Besides being the hometown of a man who motivated many tri-state attorneys with his courtroom pizzazz, Belleville is also the potential home to a new “area in need of redevelopment” pursuant to the New Jersey Local Redevelopment and Housing Law, N.J.S.A. 40A:12A;1, et seq (“LRHL”). Last week, the Belleville Town Council passed a resolution that authorized the planning board to investigate whether a group of properties on Washington Avenue and Valley Street are eligible to be declared a “non-condemnation area in need of redevelopment” under the LRHL.

Pursuant to the LRHL, the planning board’s “investigation” is one of the first steps to designate a property “in need of redevelopment.” Following the investigation, the planning board then has the authority to recommend (or reject) the redevelopment designation of each property via a resolution directed to the government body. The governing body ultimately decides whether or not to accept the planning board’s recommendation.

In this Belleville case, the potential designation would give the town the power to adopt a redevelopment plan which can create new or additional zoning for the properties in the area and to provide some controls over any redevelopment through a redevelopment agreement with any designated redeveloper. Also of significance is the fact that the potential designation does not permit any of the properties in the area to be taken via the power of eminent domain.  Prior to 2013, all redevelopment designations in New Jersey pursuant to the LRHL automatically provided municipal agencies to use eminent domain to undertake redevelopment projects within their boundaries. However, the LRHL was amended in 2013 to create two different types of redevelopment designations and projects:  a traditional redevelopment project authorizing eminent domain, and a “non-condemnation” redevelopment area which permits towns to utilize all redevelopment powers under the LRHL except for the power of eminent domain. More information on this amendment to the law, which was intended to expand redevelopment opportunities without involving the contentious issue of eminent domain, and created a new option for N.J. municipalities, is available in this article by MROD partner Anthony DellaPelle.

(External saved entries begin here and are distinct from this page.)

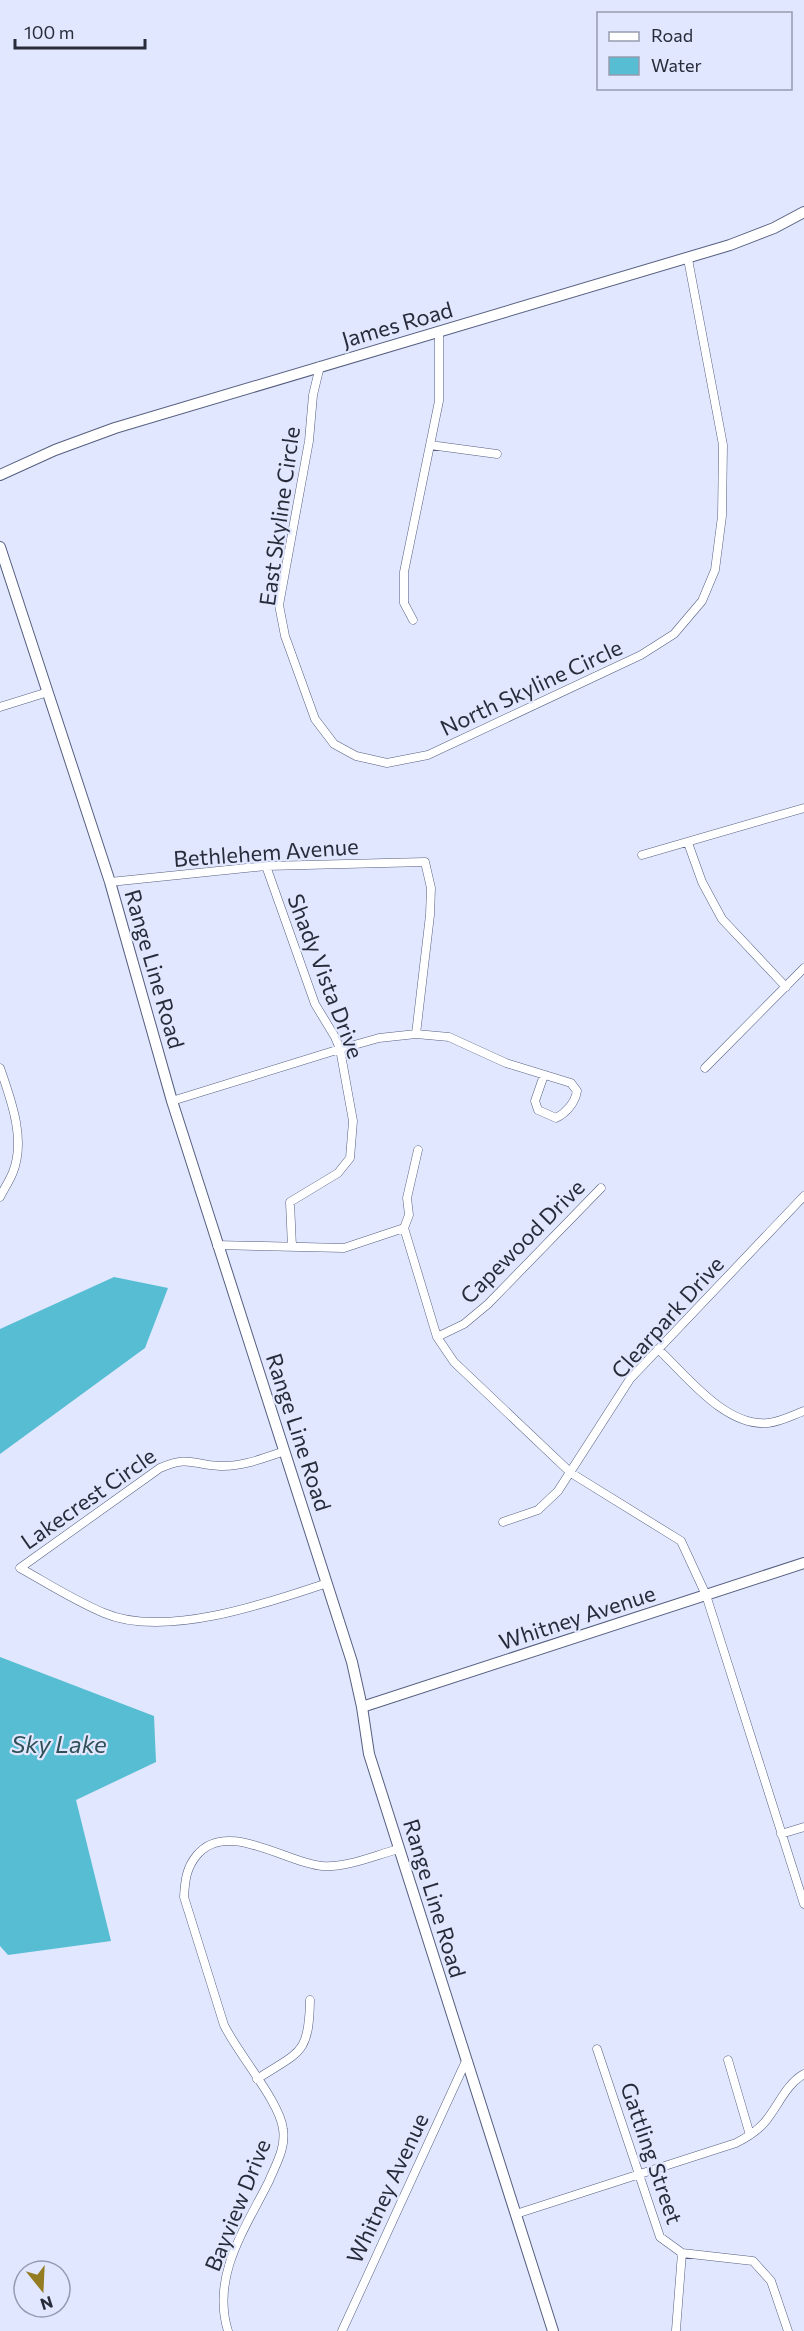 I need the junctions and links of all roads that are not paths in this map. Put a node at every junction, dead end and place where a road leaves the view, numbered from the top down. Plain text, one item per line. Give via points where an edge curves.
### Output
1 (804, 212) edge
2 (688, 259) junction
3 (439, 332) junction
4 (320, 366) junction
5 (430, 444) junction
6 (497, 454) dead end
7 (0, 475) edge
8 (0, 547) edge
9 (413, 620) dead end
10 (48, 692) junction
11 (0, 707) edge
12 (356, 756) joint
13 (804, 808) edge
14 (688, 843) junction
15 (642, 855) dead end
16 (266, 866) junction
17 (110, 882) junction
18 (804, 968) edge
19 (786, 987) junction
20 (416, 1034) junction
21 (340, 1049) junction
22 (0, 1068) edge
23 (705, 1068) dead end
24 (544, 1075) junction
25 (172, 1101) junction
26 (418, 1150) dead end
27 (601, 1188) dead end
28 (804, 1196) edge
29 (0, 1197) edge
30 (404, 1228) junction
31 (217, 1245) junction
32 (292, 1247) junction
33 (437, 1337) junction
34 (658, 1349) junction
35 (804, 1411) edge
36 (285, 1452) junction
37 (571, 1473) junction
38 (503, 1522) dead end
39 (804, 1563) edge
40 (327, 1583) junction
41 (706, 1595) junction
42 (362, 1707) junction
43 (804, 1827) edge
44 (782, 1834) junction
45 (399, 1849) junction
46 (804, 1904) edge
47 (310, 2000) dead end
48 (597, 2049) dead end
49 (728, 2060) dead end
50 (466, 2061) junction
51 (804, 2074) edge
52 (257, 2079) junction
53 (750, 2136) junction
54 (640, 2174) junction
55 (516, 2214) junction
56 (682, 2253) junction
57 (676, 2330) edge
58 (228, 2331) edge
59 (342, 2331) edge
60 (553, 2331) edge
61 (788, 2331) edge

1 - 2 main road, James Road via 774,228
2 - 3 main road, James Road
2 - 12 street, North Skyline Circle via 723,445 722,516 715,570 702,601 674,634 641,655 428,755 387,763
3 - 4 main road, James Road
3 - 5 street via 439,401
4 - 7 main road, James Road via 115,428
4 - 12 street, East Skyline Circle via 279,605 285,636 315,719 334,744
5 - 6 street
5 - 9 street via 404,572 404,603
8 - 10 main road, Range Line Road
10 - 11 street
10 - 17 main road, Range Line Road
13 - 14 street
14 - 15 street
14 - 19 street via 702,882 722,919
16 - 17 street, Bethlehem Avenue
16 - 20 street, Bethlehem Avenue via 425,862 431,888 430,915
16 - 21 street, Shady Vista Drive via 315,1004
17 - 25 main road, Range Line Road
18 - 19 street
19 - 23 street
20 - 21 street via 379,1038
20 - 24 street via 449,1037
21 - 25 street
21 - 32 street, Shady Vista Drive via 353,1121 350,1158 338,1173 290,1202
22 - 29 street via 19,1139 14,1171
24 - 24 street via 535,1101 538,1110 556,1118 576,1099 577,1091 571,1083
25 - 31 main road, Range Line Road
26 - 30 street
27 - 33 street, Capewood Drive via 488,1304 464,1324
28 - 34 street, Clearpark Drive
30 - 32 street via 344,1248
30 - 33 street
31 - 32 street
31 - 36 main road, Range Line Road
33 - 37 street via 454,1362
34 - 35 street via 723,1411 769,1423
34 - 37 street, Clearpark Drive via 630,1380
36 - 40 main road, Range Line Road
36 - 40 street, Lakecrest Circle via 240,1465 174,1461 20,1568 105,1614 135,1622 214,1615 273,1602
37 - 38 street, Clearpark Drive via 538,1510
37 - 41 street via 681,1541
39 - 41 main road, Whitney Avenue
40 - 42 main road, Range Line Road
41 - 42 main road, Whitney Avenue
41 - 44 street
42 - 45 main road, Range Line Road via 369,1754
43 - 44 street
44 - 46 street
45 - 50 main road, Range Line Road
45 - 52 street, Bayview Drive via 326,1866 232,1840 203,1849 190,1863 184,1879 184,1898 224,2025
47 - 52 street via 308,2036 302,2048
48 - 54 street, Gattling Street
49 - 53 street
50 - 55 main road, Range Line Road
50 - 59 street, Whitney Avenue
51 - 53 street via 784,2092 764,2123
52 - 58 street, Bayview Drive via 279,2114 283,2142 280,2158 230,2262 222,2312
53 - 54 street
54 - 55 street
54 - 56 street, Gattling Street via 660,2237
55 - 60 main road, Range Line Road
56 - 57 street
56 - 61 street, Gattling Street via 753,2261 771,2282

Since the potential redevelopment area here does not avail Belleville of the power of eminent domain, any future redevelopment will be undertaken by either the current owners or any buyers of the properties who could then seek to be designated as the “redeveloper” for the project. We will be sure to keep an eye on this project during the course of the investigation. Questions regarding redevelopment and the potential use of eminent domain often come hand in hand and our firm has expertise in both areas. MROD’s attorneys often challenge redevelopment designations in court on behalf of property owners in an effort to prevent the potential use of eminent domain or the stigma that a “condemnation redevelopment area” label can bring to a property. Feel free to contact us for an initial consultation.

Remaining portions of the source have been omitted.